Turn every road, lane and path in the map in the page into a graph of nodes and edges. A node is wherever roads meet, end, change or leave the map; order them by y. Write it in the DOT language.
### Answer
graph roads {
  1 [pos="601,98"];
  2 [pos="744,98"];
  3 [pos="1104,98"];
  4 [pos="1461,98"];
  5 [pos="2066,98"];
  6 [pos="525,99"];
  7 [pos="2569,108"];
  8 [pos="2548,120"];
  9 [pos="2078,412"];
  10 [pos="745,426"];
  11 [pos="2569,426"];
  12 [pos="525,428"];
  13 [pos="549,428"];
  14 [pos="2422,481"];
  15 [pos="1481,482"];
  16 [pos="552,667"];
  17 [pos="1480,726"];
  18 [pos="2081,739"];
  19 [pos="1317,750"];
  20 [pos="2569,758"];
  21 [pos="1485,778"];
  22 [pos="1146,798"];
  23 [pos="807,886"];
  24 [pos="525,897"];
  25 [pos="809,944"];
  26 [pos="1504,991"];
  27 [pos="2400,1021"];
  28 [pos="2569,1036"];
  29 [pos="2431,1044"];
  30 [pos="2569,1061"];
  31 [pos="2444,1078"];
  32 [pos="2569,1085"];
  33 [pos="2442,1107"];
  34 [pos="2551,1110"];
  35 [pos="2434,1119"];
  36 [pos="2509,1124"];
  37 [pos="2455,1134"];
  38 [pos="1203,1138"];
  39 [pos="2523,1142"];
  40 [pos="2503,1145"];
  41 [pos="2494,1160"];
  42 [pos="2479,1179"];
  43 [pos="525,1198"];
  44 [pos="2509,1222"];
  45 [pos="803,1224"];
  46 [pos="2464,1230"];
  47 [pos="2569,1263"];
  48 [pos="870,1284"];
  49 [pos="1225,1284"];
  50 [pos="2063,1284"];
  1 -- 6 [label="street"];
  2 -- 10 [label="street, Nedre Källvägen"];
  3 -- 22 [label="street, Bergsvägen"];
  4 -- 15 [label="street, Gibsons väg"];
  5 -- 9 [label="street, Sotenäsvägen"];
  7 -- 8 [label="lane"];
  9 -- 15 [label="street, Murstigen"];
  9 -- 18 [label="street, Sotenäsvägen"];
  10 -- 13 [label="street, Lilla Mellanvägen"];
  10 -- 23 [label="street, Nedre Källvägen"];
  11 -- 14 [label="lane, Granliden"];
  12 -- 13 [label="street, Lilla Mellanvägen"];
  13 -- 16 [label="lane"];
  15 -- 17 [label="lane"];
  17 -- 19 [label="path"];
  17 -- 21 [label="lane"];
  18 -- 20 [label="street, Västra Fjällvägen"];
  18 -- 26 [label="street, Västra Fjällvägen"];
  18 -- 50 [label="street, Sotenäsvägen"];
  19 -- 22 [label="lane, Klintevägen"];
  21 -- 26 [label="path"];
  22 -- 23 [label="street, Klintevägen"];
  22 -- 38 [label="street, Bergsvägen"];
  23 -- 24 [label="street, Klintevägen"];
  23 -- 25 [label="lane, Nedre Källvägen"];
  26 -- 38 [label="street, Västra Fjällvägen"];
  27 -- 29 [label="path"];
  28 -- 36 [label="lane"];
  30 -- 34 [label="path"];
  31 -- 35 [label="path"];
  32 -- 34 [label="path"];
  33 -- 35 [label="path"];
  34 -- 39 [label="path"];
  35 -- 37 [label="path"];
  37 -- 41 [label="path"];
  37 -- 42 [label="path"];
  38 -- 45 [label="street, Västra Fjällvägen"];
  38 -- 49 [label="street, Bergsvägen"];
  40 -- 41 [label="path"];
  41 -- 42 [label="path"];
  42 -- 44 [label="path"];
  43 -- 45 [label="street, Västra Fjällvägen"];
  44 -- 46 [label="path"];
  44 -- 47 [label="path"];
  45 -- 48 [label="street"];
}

**REQUIRED WORK**. This task calls for every entry above to be transcribed exactly.

**YOUR RESPONSE**.
Turn every road, lane and path in the map in the page into a graph of nodes and edges. A node is wherever roads meet, end, change or leave the map; order them by y. Write it in the DOT language.
### Answer
graph roads {
  1 [pos="601,98"];
  2 [pos="744,98"];
  3 [pos="1104,98"];
  4 [pos="1461,98"];
  5 [pos="2066,98"];
  6 [pos="525,99"];
  7 [pos="2569,108"];
  8 [pos="2548,120"];
  9 [pos="2078,412"];
  10 [pos="745,426"];
  11 [pos="2569,426"];
  12 [pos="525,428"];
  13 [pos="549,428"];
  14 [pos="2422,481"];
  15 [pos="1481,482"];
  16 [pos="552,667"];
  17 [pos="1480,726"];
  18 [pos="2081,739"];
  19 [pos="1317,750"];
  20 [pos="2569,758"];
  21 [pos="1485,778"];
  22 [pos="1146,798"];
  23 [pos="807,886"];
  24 [pos="525,897"];
  25 [pos="809,944"];
  26 [pos="1504,991"];
  27 [pos="2400,1021"];
  28 [pos="2569,1036"];
  29 [pos="2431,1044"];
  30 [pos="2569,1061"];
  31 [pos="2444,1078"];
  32 [pos="2569,1085"];
  33 [pos="2442,1107"];
  34 [pos="2551,1110"];
  35 [pos="2434,1119"];
  36 [pos="2509,1124"];
  37 [pos="2455,1134"];
  38 [pos="1203,1138"];
  39 [pos="2523,1142"];
  40 [pos="2503,1145"];
  41 [pos="2494,1160"];
  42 [pos="2479,1179"];
  43 [pos="525,1198"];
  44 [pos="2509,1222"];
  45 [pos="803,1224"];
  46 [pos="2464,1230"];
  47 [pos="2569,1263"];
  48 [pos="870,1284"];
  49 [pos="1225,1284"];
  50 [pos="2063,1284"];
  1 -- 6 [label="street"];
  2 -- 10 [label="street, Nedre Källvägen"];
  3 -- 22 [label="street, Bergsvägen"];
  4 -- 15 [label="street, Gibsons väg"];
  5 -- 9 [label="street, Sotenäsvägen"];
  7 -- 8 [label="lane"];
  9 -- 15 [label="street, Murstigen"];
  9 -- 18 [label="street, Sotenäsvägen"];
  10 -- 13 [label="street, Lilla Mellanvägen"];
  10 -- 23 [label="street, Nedre Källvägen"];
  11 -- 14 [label="lane, Granliden"];
  12 -- 13 [label="street, Lilla Mellanvägen"];
  13 -- 16 [label="lane"];
  15 -- 17 [label="lane"];
  17 -- 19 [label="path"];
  17 -- 21 [label="lane"];
  18 -- 20 [label="street, Västra Fjällvägen"];
  18 -- 26 [label="street, Västra Fjällvägen"];
  18 -- 50 [label="street, Sotenäsvägen"];
  19 -- 22 [label="lane, Klintevägen"];
  21 -- 26 [label="path"];
  22 -- 23 [label="street, Klintevägen"];
  22 -- 38 [label="street, Bergsvägen"];
  23 -- 24 [label="street, Klintevägen"];
  23 -- 25 [label="lane, Nedre Källvägen"];
  26 -- 38 [label="street, Västra Fjällvägen"];
  27 -- 29 [label="path"];
  28 -- 36 [label="lane"];
  30 -- 34 [label="path"];
  31 -- 35 [label="path"];
  32 -- 34 [label="path"];
  33 -- 35 [label="path"];
  34 -- 39 [label="path"];
  35 -- 37 [label="path"];
  37 -- 41 [label="path"];
  37 -- 42 [label="path"];
  38 -- 45 [label="street, Västra Fjällvägen"];
  38 -- 49 [label="street, Bergsvägen"];
  40 -- 41 [label="path"];
  41 -- 42 [label="path"];
  42 -- 44 [label="path"];
  43 -- 45 [label="street, Västra Fjällvägen"];
  44 -- 46 [label="path"];
  44 -- 47 [label="path"];
  45 -- 48 [label="street"];
}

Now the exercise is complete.